Convert execution to move through Session

This patch replaces the ORM execution flow with a single pathway through Session.execute() for all queries, including Core and ORM. Currently included is full support for ORM Query, Query.from_statement(), select(), as well as the baked query and horizontal shard systems. Initial changes have also been made to the dogpile caching example, which like baked query makes use of a new ORM-specific execution hook that replaces the use of both QueryEvents.before_compile() as well as Query._execute_and_instances() as the central ORM interception hooks. select() and Query() constructs alike can be passed to Session.execute() where they will return ORM results in a Results object. This API is currently used internally by Query. Full support for Session.execute()->results to behave in a fully 2.0 fashion will be in later changesets. bulk update/delete with ORM support will also be delivered via the update() and delete() constructs, however these have not yet been adapted to the new system and may follow in a subsequent update. Performance is also beginning to lag as of this commit and some previous ones. It is hoped that a few central functions such as the coercions functions can be rewritten in C to re-gain performance. Additionally, query caching is now available and some subsequent patches will attempt to cache more of the per-execution work from the ORM layer, e.g. column getters and adapters. This patch also contains initial "turn on" of the caching system enginewide via the query_cache_size parameter to create_engine(). Still defaulting at zero for "no caching". The caching system still needs adjustments in order to gain adequate performance. Change-Id: I047a7ebb26aa85dc01f6789fac2bff561dcd555d
author: Mike Bayer <mike_mp@zzzcomputing.com> 2020-04-27 12:58:12 -0400
committer: Mike Bayer <mike_mp@zzzcomputing.com> 2020-05-25 13:56:37 -0400
commit: 6930dfc032c3f9f474e71ab4e021c0ef8384930e (patch)
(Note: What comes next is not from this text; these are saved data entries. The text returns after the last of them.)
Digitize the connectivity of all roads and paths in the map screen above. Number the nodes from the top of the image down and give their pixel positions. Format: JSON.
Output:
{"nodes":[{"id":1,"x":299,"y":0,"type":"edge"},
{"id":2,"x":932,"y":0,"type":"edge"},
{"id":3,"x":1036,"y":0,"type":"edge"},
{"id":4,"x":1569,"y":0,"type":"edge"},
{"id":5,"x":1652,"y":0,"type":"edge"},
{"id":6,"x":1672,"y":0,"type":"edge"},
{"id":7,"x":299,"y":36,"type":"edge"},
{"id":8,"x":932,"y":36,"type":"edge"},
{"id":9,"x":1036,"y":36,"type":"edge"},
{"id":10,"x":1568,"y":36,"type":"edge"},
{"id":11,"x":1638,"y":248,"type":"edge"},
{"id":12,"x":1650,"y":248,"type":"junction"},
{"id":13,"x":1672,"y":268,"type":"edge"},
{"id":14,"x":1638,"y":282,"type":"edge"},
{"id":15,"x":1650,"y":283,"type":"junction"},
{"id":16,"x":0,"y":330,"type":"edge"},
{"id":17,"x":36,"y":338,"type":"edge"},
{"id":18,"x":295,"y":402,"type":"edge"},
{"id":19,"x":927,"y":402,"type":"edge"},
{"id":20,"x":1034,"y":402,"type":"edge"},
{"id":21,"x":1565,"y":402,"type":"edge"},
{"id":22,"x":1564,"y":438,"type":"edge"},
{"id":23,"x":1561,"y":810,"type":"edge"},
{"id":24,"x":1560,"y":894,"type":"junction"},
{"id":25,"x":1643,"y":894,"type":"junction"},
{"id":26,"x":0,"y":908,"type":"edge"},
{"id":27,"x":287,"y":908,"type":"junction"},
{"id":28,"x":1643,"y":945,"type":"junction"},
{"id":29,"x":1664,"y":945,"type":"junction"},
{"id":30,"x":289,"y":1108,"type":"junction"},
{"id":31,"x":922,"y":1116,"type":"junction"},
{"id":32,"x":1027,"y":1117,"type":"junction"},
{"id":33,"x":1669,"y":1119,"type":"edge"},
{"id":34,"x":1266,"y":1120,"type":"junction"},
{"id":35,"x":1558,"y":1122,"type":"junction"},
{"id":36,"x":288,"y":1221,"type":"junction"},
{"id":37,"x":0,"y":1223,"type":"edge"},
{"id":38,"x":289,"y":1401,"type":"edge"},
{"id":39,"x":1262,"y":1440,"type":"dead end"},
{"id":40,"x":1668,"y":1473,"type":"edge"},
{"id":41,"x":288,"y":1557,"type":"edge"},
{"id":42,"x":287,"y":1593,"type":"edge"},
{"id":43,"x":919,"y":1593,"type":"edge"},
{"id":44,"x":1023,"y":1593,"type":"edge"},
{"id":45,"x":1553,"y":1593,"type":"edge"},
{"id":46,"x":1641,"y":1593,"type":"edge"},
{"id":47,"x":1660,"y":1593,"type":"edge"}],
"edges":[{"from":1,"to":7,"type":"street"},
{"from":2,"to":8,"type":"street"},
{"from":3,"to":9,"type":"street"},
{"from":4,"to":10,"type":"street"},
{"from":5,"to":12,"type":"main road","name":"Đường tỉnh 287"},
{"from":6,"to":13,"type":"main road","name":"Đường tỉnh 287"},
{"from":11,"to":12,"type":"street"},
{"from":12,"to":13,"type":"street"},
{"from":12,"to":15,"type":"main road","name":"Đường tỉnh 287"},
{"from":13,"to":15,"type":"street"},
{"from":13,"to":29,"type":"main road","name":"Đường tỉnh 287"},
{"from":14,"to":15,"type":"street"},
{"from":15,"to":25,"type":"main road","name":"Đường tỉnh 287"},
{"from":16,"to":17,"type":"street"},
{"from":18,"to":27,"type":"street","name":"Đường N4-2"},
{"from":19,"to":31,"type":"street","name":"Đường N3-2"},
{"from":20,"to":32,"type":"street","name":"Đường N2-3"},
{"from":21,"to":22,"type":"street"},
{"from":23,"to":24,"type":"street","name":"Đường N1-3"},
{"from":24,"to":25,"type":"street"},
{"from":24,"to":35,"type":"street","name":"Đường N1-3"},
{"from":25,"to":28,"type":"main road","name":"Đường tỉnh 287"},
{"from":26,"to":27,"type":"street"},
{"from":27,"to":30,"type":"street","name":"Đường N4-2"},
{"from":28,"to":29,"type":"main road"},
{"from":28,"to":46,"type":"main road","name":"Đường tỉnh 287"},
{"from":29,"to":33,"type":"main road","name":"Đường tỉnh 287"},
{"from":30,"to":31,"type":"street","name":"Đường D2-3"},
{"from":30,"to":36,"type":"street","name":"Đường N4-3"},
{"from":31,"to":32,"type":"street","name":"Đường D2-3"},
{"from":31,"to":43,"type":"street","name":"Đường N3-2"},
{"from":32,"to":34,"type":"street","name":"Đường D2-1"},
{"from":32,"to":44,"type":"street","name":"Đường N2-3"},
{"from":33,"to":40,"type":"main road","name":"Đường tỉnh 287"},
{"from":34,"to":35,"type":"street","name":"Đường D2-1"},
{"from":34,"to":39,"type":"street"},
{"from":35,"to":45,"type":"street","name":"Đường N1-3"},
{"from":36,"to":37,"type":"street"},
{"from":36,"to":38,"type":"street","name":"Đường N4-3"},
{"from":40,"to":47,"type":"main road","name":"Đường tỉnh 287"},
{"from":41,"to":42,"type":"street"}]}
tree: 34b919a3c34edaffda1750f161a629fc5b9a8020 /lib/sqlalchemy/engine
parent: dce8c7a125cb99fad62c76cd145752d5afefae36 (diff)
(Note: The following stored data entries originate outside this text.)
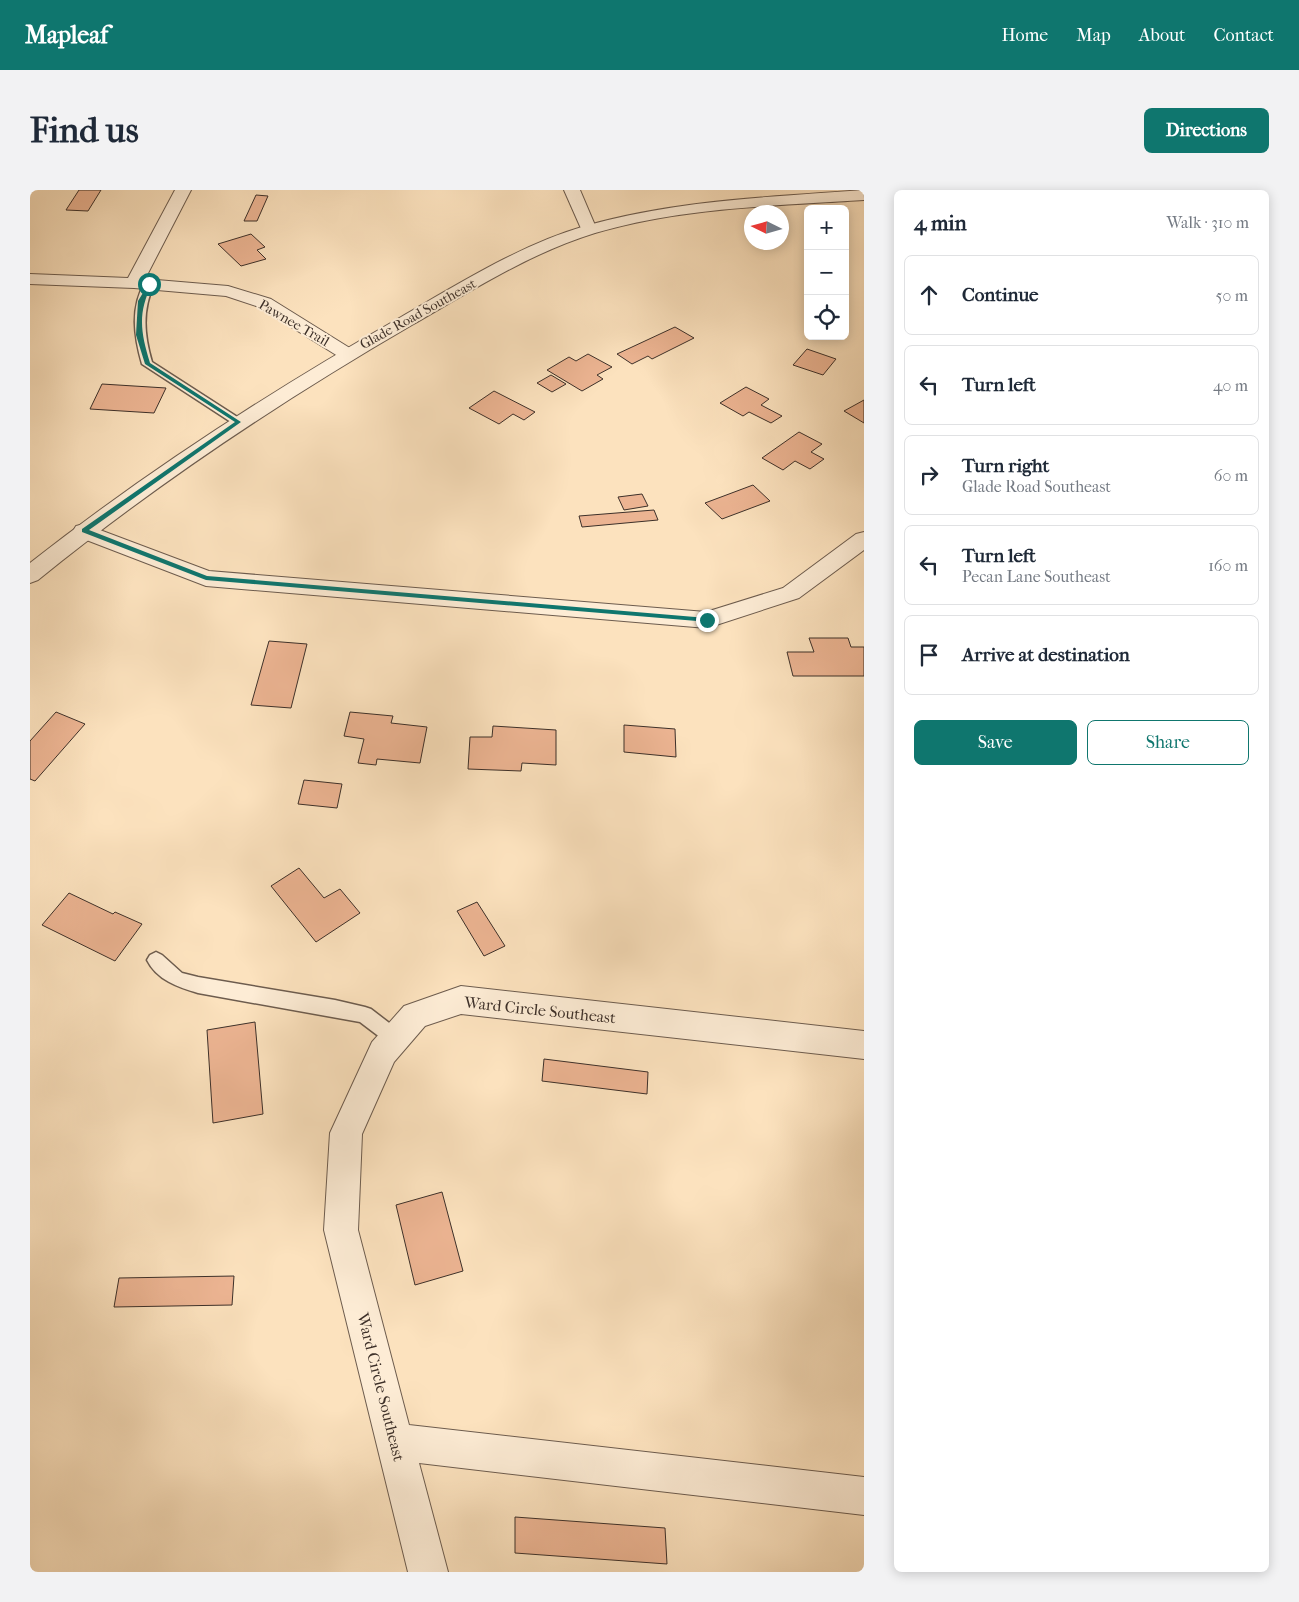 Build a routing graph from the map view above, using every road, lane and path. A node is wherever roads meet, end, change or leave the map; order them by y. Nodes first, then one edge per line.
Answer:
1 (183, 190) edge
2 (572, 190) edge
3 (864, 195) edge
4 (589, 230) junction
5 (30, 279) edge
6 (142, 284) junction
7 (347, 354) junction
8 (238, 422) junction
9 (84, 531) junction
10 (864, 539) edge
11 (30, 575) edge
12 (156, 960) dead end
13 (395, 1038) junction
14 (864, 1045) edge
15 (396, 1442) junction
16 (864, 1496) edge
17 (428, 1572) edge

1 - 6 street
2 - 4 street
3 - 4 street, Glade Road Southeast
4 - 7 street, Glade Road Southeast
5 - 6 street, Pawnee Trail
6 - 7 street, Pawnee Trail
6 - 8 lane
7 - 8 street, Glade Road Southeast
8 - 9 street, Glade Road Southeast
9 - 10 street
9 - 11 street, Glade Road Southeast
12 - 13 lane
13 - 14 street, Ward Circle Southeast
13 - 15 street, Ward Circle Southeast
15 - 16 street
15 - 17 street, Ward Circle Southeast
download: sqlalchemy-6930dfc032c3f9f474e71ab4e021c0ef8384930e.tar.gz
5 files changed, 172 insertions, 59 deletions
diff --git a/lib/sqlalchemy/engine/base.py b/lib/sqlalchemy/engine/base.py
index ee02899f6..0193ea47c 100644
--- a/lib/sqlalchemy/engine/base.py
+++ b/lib/sqlalchemy/engine/base.py
@@ -225,14 +225,10 @@ class Connection(Connectable):
           A dictionary where :class:`.Compiled` objects
           will be cached when the :class:`_engine.Connection`
           compiles a clause
-          expression into a :class:`.Compiled` object.
-          It is the user's responsibility to
-          manage the size of this dictionary, which will have keys
-          corresponding to the dialect, clause element, the column
-          names within the VALUES or SET clause of an INSERT or UPDATE,
-          as well as the "batch" mode for an INSERT or UPDATE statement.
-          The format of this dictionary is not guaranteed to stay the
-          same in future releases.
+          expression into a :class:`.Compiled` object.  This dictionary will
+          supersede the statement cache that may be configured on the
+          :class:`_engine.Engine` itself.   If set to None, caching
+          is disabled, even if the engine has a configured cache size.
 
           Note that the ORM makes use of its own "compiled" caches for
           some operations, including flush operations.  The caching
@@ -1159,13 +1155,17 @@ class Connection(Connectable):
 
         schema_translate_map = exec_opts.get("schema_translate_map", None)
 
-        if "compiled_cache" in exec_opts:
+        compiled_cache = exec_opts.get(
+            "compiled_cache", self.dialect._compiled_cache
+        )
+
+        if compiled_cache is not None:
             elem_cache_key = elem._generate_cache_key()
         else:
             elem_cache_key = None
 
         if elem_cache_key:
-            cache_key, extracted_params = elem_cache_key
+            cache_key, extracted_params, _ = elem_cache_key
             key = (
                 dialect,
                 cache_key,
@@ -1173,8 +1173,7 @@ class Connection(Connectable):
                 bool(schema_translate_map),
                 len(distilled_params) > 1,
             )
-            cache = exec_opts["compiled_cache"]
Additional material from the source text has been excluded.